- [Goal of the exercise]: A faithful copy of each record is required, minus the images.

- [Input]:
· · ·
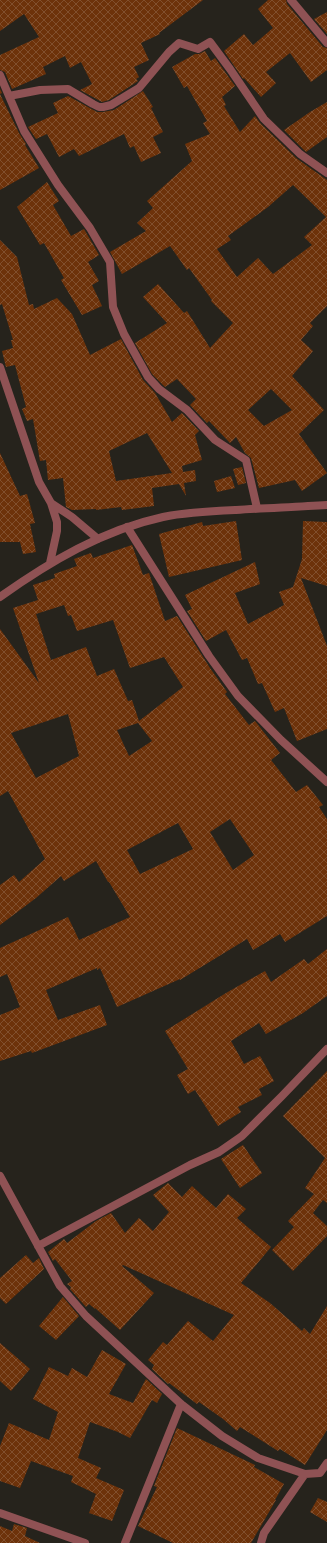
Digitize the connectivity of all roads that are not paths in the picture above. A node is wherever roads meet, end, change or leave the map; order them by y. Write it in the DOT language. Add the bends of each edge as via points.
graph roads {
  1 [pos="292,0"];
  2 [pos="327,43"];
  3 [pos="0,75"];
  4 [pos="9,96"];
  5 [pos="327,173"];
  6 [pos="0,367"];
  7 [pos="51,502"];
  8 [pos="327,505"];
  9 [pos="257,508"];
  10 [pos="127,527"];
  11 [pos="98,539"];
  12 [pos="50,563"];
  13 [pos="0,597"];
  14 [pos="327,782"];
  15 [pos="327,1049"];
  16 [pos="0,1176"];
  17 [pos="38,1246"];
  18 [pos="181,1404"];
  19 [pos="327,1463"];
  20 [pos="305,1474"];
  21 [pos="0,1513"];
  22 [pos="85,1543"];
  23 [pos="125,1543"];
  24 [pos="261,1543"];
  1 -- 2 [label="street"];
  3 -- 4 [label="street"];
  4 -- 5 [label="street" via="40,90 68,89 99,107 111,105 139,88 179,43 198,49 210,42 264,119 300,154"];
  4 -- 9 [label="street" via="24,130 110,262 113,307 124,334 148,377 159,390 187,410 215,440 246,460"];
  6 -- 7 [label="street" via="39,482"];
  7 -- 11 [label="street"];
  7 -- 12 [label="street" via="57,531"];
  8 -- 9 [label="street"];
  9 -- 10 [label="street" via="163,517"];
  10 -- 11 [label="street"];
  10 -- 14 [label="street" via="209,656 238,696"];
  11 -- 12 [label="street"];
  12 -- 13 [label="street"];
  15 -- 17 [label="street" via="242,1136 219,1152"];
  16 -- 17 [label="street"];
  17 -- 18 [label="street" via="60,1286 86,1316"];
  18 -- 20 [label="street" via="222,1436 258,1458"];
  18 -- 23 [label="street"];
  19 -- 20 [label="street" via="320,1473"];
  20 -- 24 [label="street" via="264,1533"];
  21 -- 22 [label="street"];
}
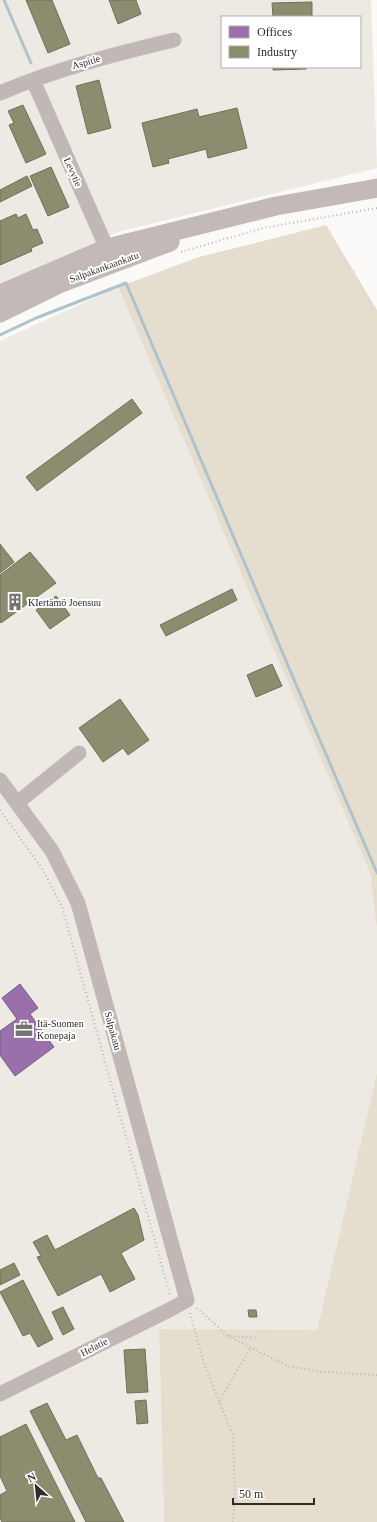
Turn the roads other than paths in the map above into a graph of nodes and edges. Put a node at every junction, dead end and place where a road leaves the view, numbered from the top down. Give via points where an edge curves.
· · ·
- [Response]:
Digitize the connectivity of all roads that are not paths in the picture above. A node is wherever roads meet, end, change or leave the map; order them by y. Write it in the DOT language. Add the bends of each edge as via points.
graph roads {
  1 [pos="292,0"];
  2 [pos="327,43"];
  3 [pos="0,75"];
  4 [pos="9,96"];
  5 [pos="327,173"];
  6 [pos="0,367"];
  7 [pos="51,502"];
  8 [pos="327,505"];
  9 [pos="257,508"];
  10 [pos="127,527"];
  11 [pos="98,539"];
  12 [pos="50,563"];
  13 [pos="0,597"];
  14 [pos="327,782"];
  15 [pos="327,1049"];
  16 [pos="0,1176"];
  17 [pos="38,1246"];
  18 [pos="181,1404"];
  19 [pos="327,1463"];
  20 [pos="305,1474"];
  21 [pos="0,1513"];
  22 [pos="85,1543"];
  23 [pos="125,1543"];
  24 [pos="261,1543"];
  1 -- 2 [label="street"];
  3 -- 4 [label="street"];
  4 -- 5 [label="street" via="40,90 68,89 99,107 111,105 139,88 179,43 198,49 210,42 264,119 300,154"];
  4 -- 9 [label="street" via="24,130 110,262 113,307 124,334 148,377 159,390 187,410 215,440 246,460"];
  6 -- 7 [label="street" via="39,482"];
  7 -- 11 [label="street"];
  7 -- 12 [label="street" via="57,531"];
  8 -- 9 [label="street"];
  9 -- 10 [label="street" via="163,517"];
  10 -- 11 [label="street"];
  10 -- 14 [label="street" via="209,656 238,696"];
  11 -- 12 [label="street"];
  12 -- 13 [label="street"];
  15 -- 17 [label="street" via="242,1136 219,1152"];
  16 -- 17 [label="street"];
  17 -- 18 [label="street" via="60,1286 86,1316"];
  18 -- 20 [label="street" via="222,1436 258,1458"];
  18 -- 23 [label="street"];
  19 -- 20 [label="street" via="320,1473"];
  20 -- 24 [label="street" via="264,1533"];
  21 -- 22 [label="street"];
}
Turn the roads other than paths in the map above into a graph of nodes and edges. Put a node at every junction, dead end and place where a road leaves the view, numbered from the top down. Give via points where an edge curves.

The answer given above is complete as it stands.